Work instructions — Your answer should be each line of the entries that contains the word "South", copied in full.

Content starts

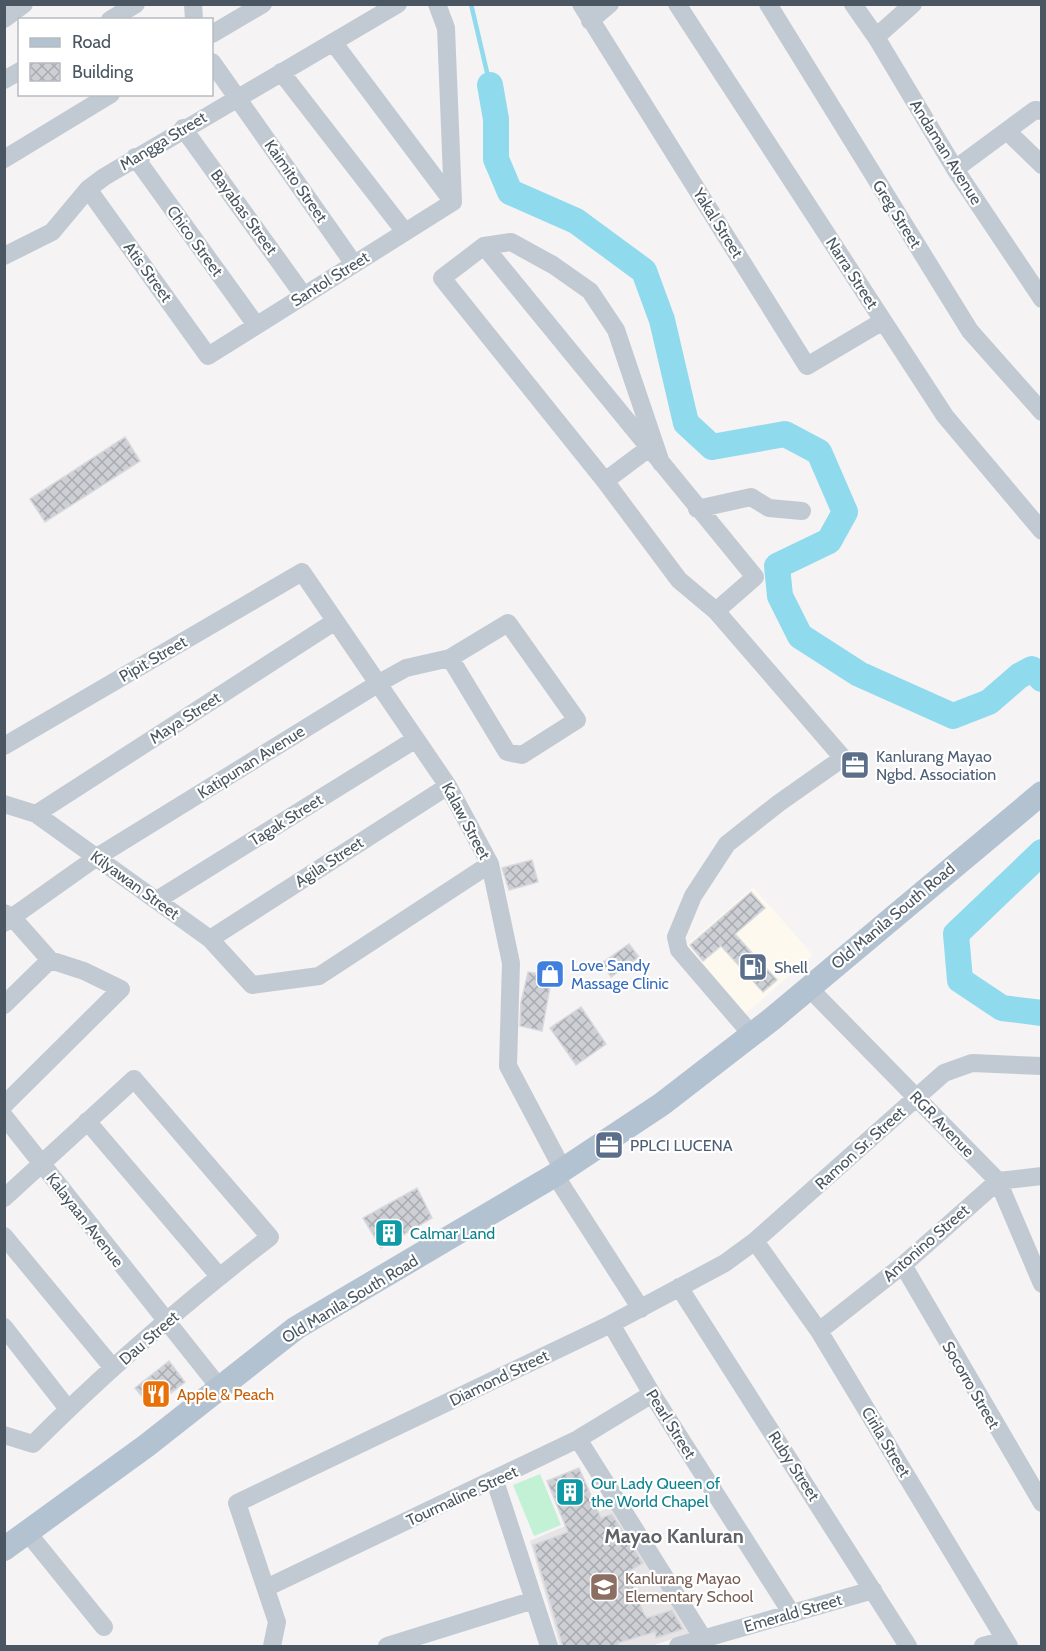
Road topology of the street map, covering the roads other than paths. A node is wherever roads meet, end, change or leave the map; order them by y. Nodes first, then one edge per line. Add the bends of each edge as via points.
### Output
1 (24, 4) edge
2 (136, 4) edge
3 (263, 4) edge
4 (398, 4) edge
5 (437, 4) edge
6 (610, 4) edge
7 (677, 4) edge
8 (768, 4) edge
9 (853, 4) edge
10 (914, 4) edge
11 (585, 13) edge
12 (113, 18) edge
13 (4, 19) edge
14 (213, 33) edge
15 (876, 37) junction
16 (333, 42) junction
17 (213, 63) edge
18 (18, 72) edge
19 (281, 72) junction
20 (4, 80) edge
21 (108, 96) edge
22 (237, 98) junction
23 (1041, 111) edge
24 (183, 128) junction
25 (1007, 131) junction
26 (135, 157) junction
27 (4, 159) edge
28 (1041, 165) edge
29 (955, 169) junction
30 (88, 189) junction
31 (453, 202) junction
32 (405, 232) junction
33 (484, 246) junction
34 (4, 256) edge
35 (354, 264) junction
36 (304, 296) junction
37 (1041, 299) edge
38 (883, 321) junction
39 (256, 326) junction
40 (208, 356) joint
41 (1041, 412) edge
42 (649, 448) junction
43 (661, 463) junction
44 (605, 480) junction
45 (698, 509) junction
46 (802, 511) dead end
47 (1041, 531) edge
48 (302, 572) joint
49 (716, 611) junction
50 (334, 622) junction
51 (450, 658) junction
52 (379, 683) junction
53 (416, 739) junction
54 (4, 746) edge
55 (448, 786) junction
56 (1041, 793) edge
57 (4, 804) edge
58 (36, 814) junction
59 (97, 857) junction
60 (490, 864) junction
61 (157, 900) junction
62 (7, 918) edge
63 (210, 939) junction
64 (50, 960) junction
65 (808, 987) junction
66 (4, 1005) edge
67 (752, 1035) junction
68 (1041, 1066) edge
69 (916, 1097) junction
70 (4, 1105) edge
71 (4, 1116) edge
72 (87, 1121) junction
73 (41, 1162) junction
74 (559, 1173) junction
75 (1041, 1176) edge
76 (998, 1181) junction
77 (4, 1198) edge
78 (4, 1236) edge
79 (755, 1241) junction
80 (903, 1265) junction
81 (219, 1276) junction
82 (1041, 1284) edge
83 (679, 1287) junction
84 (641, 1309) junction
85 (166, 1323) junction
86 (611, 1324) junction
87 (4, 1327) edge
88 (819, 1331) junction
89 (113, 1368) junction
90 (219, 1386) junction
91 (652, 1394) junction
92 (68, 1409) junction
93 (4, 1435) edge
94 (578, 1439) junction
95 (495, 1481) junction
96 (1041, 1503) edge
97 (27, 1532) junction
98 (4, 1549) edge
99 (266, 1588) junction
100 (873, 1590) junction
101 (534, 1600) junction
102 (792, 1614) junction
103 (104, 1627) dead end
104 (704, 1638) junction
105 (1007, 1643) edge
106 (272, 1647) edge
107 (387, 1647) edge
108 (549, 1647) edge
109 (678, 1647) edge
110 (908, 1647) edge
111 (983, 1647) edge

1 - 13 street
2 - 12 street
3 - 14 street
4 - 16 street, Mangga Street
5 - 31 street via 446,28
6 - 11 street
7 - 38 street, Narra Street
8 - 41 street, Greg Street via 970,331
9 - 15 street, Andaman Avenue
10 - 15 street
11 - 38 street, Yakal Street via 807,366
15 - 29 street, Andaman Avenue
16 - 19 street, Mangga Street
16 - 31 street
17 - 22 street, Kaimito Street
18 - 20 street
19 - 22 street, Mangga Street
19 - 32 street
21 - 27 street
22 - 24 street, Mangga Street
22 - 35 street, Kaimito Street
23 - 25 street via 1035,110
24 - 26 street, Mangga Street
24 - 36 street, Bayabas Street
25 - 28 street
25 - 29 street
26 - 30 street, Mangga Street
26 - 39 street, Chico Street
29 - 37 street, Andaman Avenue
30 - 34 street, Mangga Street via 52,232
30 - 40 street, Atis Street
31 - 32 street, Santol Street
32 - 35 street, Santol Street
33 - 42 street
33 - 43 street via 510,242 591,291 616,330
33 - 44 street via 442,278
35 - 36 street, Santol Street
36 - 39 street, Santol Street
38 - 47 street, Narra Street via 945,416
39 - 40 street, Santol Street
42 - 43 street
42 - 44 street
43 - 45 street
44 - 49 street via 679,580
45 - 46 street via 751,497 770,508
45 - 49 street via 755,577
48 - 50 street, Kalaw Street
48 - 54 street, Pipit Street
49 - 67 street via 843,758 727,844 693,896 676,937 679,950
50 - 52 street, Kalaw Street
50 - 58 street, Maya Street
51 - 51 street, Katipunan Avenue via 507,752 522,755 577,720 508,622
51 - 52 street, Katipunan Avenue via 406,668
52 - 53 street, Kalaw Street
52 - 59 street, Katipunan Avenue
53 - 55 street, Kalaw Street
53 - 61 street, Tagak Street
55 - 60 street, Kalaw Street
55 - 63 street, Agila Street
56 - 65 main road, Old Manila South Road
57 - 58 street, Kilyawan Street
58 - 59 street, Kilyawan Street
59 - 61 street, Kilyawan Street
59 - 62 street, Katipunan Avenue
60 - 63 street, Kilyawan Street via 319,976 252,985
60 - 74 street, Kalaw Street via 510,963 508,1066
61 - 63 street, Kilyawan Street
62 - 64 street
64 - 66 street
64 - 70 street via 122,989
65 - 67 main road, Old Manila South Road
65 - 69 street, RGR Avenue
67 - 74 main road, Old Manila South Road via 662,1104
68 - 69 street, Ramon Sr. Street via 972,1063 944,1073
69 - 76 street, RGR Avenue
69 - 79 street, Ramon Sr. Street
71 - 73 street, Kalayaan Avenue
72 - 73 street
72 - 81 street
72 - 81 street, Dau Street via 134,1079 270,1237
73 - 77 street
73 - 85 street, Kalayaan Avenue
74 - 84 street, Kalaw Street
74 - 90 main road, Old Manila South Road via 296,1328
75 - 76 street
76 - 80 street, Antonino Street
76 - 82 street, RGR Avenue
78 - 89 street
79 - 83 street, Diamond Street via 725,1263
79 - 88 street, Cirila Street
80 - 88 street, Antonino Street
80 - 96 street, Socorro Street
81 - 85 street, Dau Street
83 - 84 street, Diamond Street
83 - 100 street, Ruby Street
84 - 86 street, Diamond Street
85 - 89 street, Dau Street
85 - 90 street, Kalayaan Avenue
86 - 91 street, Pearl Street
86 - 99 street, Diamond Street via 237,1503
87 - 92 street
88 - 105 street, Cirila Street
89 - 92 street, Dau Street
90 - 97 main road, Old Manila South Road via 146,1446
91 - 94 street, Tourmaline Street
91 - 102 street, Pearl Street
92 - 93 street, Dau Street via 33,1444
94 - 95 street, Tourmaline Street
94 - 104 street
95 - 99 street, Tourmaline Street
95 - 101 street
97 - 98 main road, Old Manila South Road
97 - 103 street
99 - 106 street via 277,1622
100 - 102 street, Emerald Street
100 - 110 street, Ruby Street
101 - 107 street
101 - 108 street
102 - 104 street, Emerald Street
104 - 109 street, Emerald Street
105 - 111 street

Content ends

Output for this exercise —
56 - 65 main road, Old Manila South Road
65 - 67 main road, Old Manila South Road
67 - 74 main road, Old Manila South Road via 662,1104
74 - 90 main road, Old Manila South Road via 296,1328
90 - 97 main road, Old Manila South Road via 146,1446
97 - 98 main road, Old Manila South Road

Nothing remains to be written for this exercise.